------ PROVIDED RECORDS ------
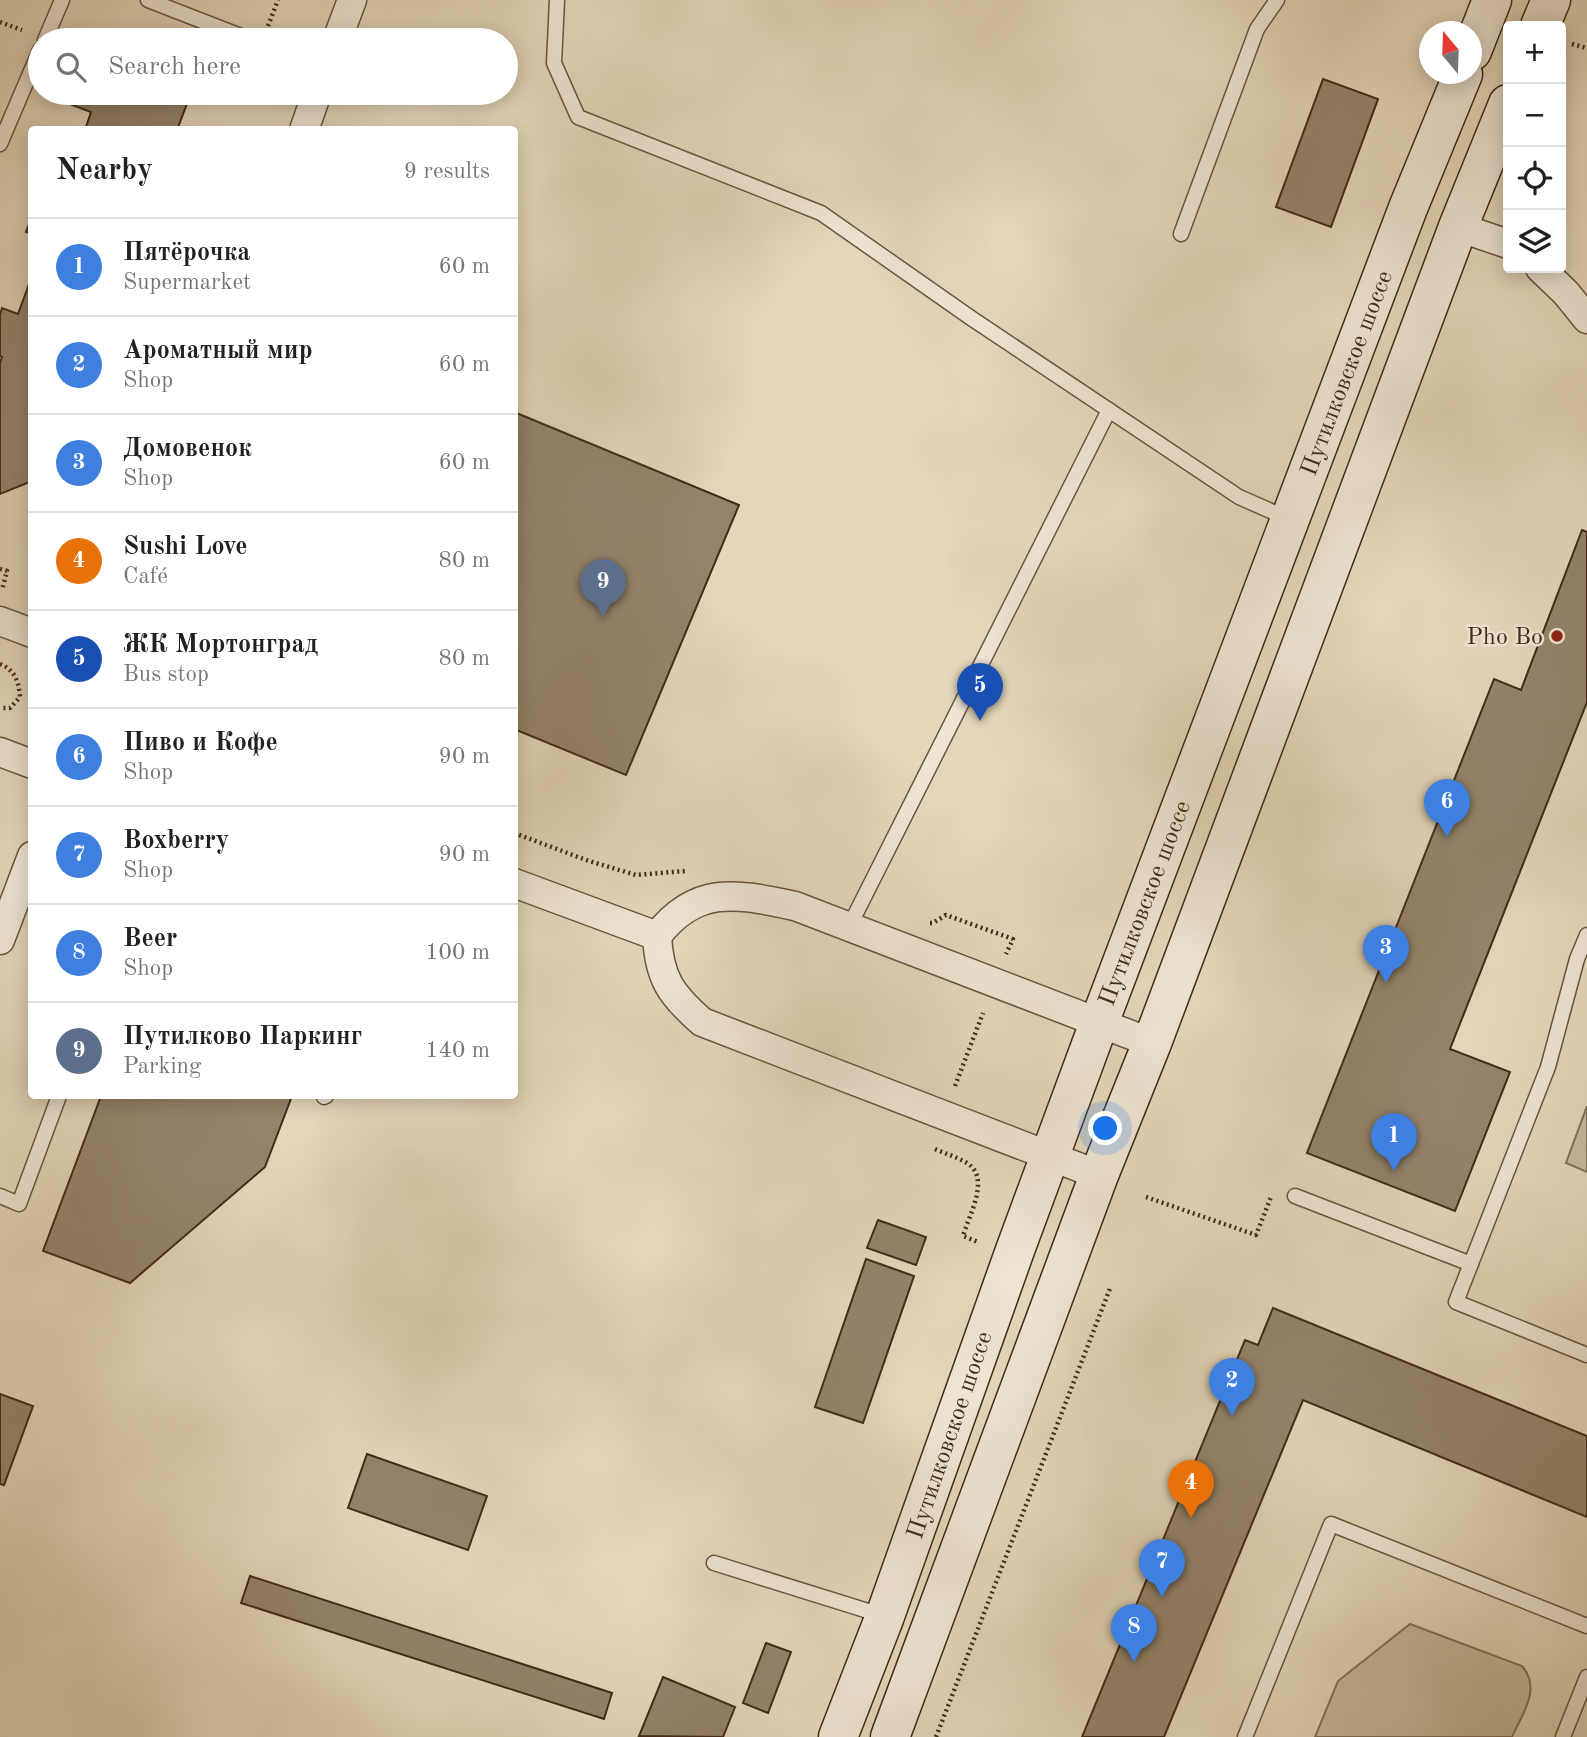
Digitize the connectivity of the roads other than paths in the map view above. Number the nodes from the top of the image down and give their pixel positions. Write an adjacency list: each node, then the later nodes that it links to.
1 (62, 0): 10 (lane)
2 (148, 0): 11 (lane)
3 (352, 0): 12 (street)
4 (557, 0): 24 (lane)
5 (1277, 0): 20 (lane)
6 (1492, 0): 9 (main road)
7 (1550, 0): 8 (main road)
8 (1551, 21)
9 (1482, 26)
10 (50, 28)
11 (220, 28)
12 (342, 28)
13 (28, 78): 18 (lane)
14 (1458, 84): 25 (main road, Путилковское шоссе)
15 (313, 105): 17 (street)
16 (1503, 116): 19 (main road, Путилковское шоссе)
17 (305, 126)
18 (0, 144)
19 (1458, 227): 21 (street); 37 (main road, Путилковское шоссе)
20 (1181, 234)
21 (1503, 242)
22 (1545, 273): 23 (street)
23 (1587, 319)
24 (1109, 410): 25 (lane); 32 (lane)
25 (1290, 520): 36 (main road, Путилковское шоссе)
26 (1, 608): 27 (street)
27 (28, 630)
28 (0, 752): 29 (street)
29 (28, 762)
30 (28, 866): 35 (street)
31 (518, 884): 34 (street)
32 (849, 928): 34 (street); 36 (street)
33 (1587, 935): 43 (lane)
34 (657, 936): 39 (street)
35 (0, 940)
36 (1099, 1023): 37 (street); 39 (main road, Путилковское шоссе)
37 (1152, 1043): 40 (main road, Путилковское шоссе)
38 (58, 1099): 42 (lane)
39 (1049, 1157): 40 (street); 46 (main road, Путилковское шоссе)
40 (1099, 1175): 50 (main road, Путилковское шоссе)
41 (1295, 1195): 43 (lane)
42 (0, 1196)
43 (1471, 1265): 44 (lane)
44 (1587, 1355)
45 (714, 1563): 46 (lane)
46 (885, 1616): 49 (main road, Путилковское шоссе)
47 (1587, 1626): 51 (lane)
48 (1587, 1677): 52 (lane)
49 (838, 1737)
50 (890, 1737)
51 (1245, 1737)
52 (1563, 1737)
------
Every line of the material above that has the string "Путилковское" needs pulling out.

14 (1458, 84): 25 (main road, Путилковское шоссе)
16 (1503, 116): 19 (main road, Путилковское шоссе)
19 (1458, 227): 21 (street); 37 (main road, Путилковское шоссе)
25 (1290, 520): 36 (main road, Путилковское шоссе)
36 (1099, 1023): 37 (street); 39 (main road, Путилковское шоссе)
37 (1152, 1043): 40 (main road, Путилковское шоссе)
39 (1049, 1157): 40 (street); 46 (main road, Путилковское шоссе)
40 (1099, 1175): 50 (main road, Путилковское шоссе)
46 (885, 1616): 49 (main road, Путилковское шоссе)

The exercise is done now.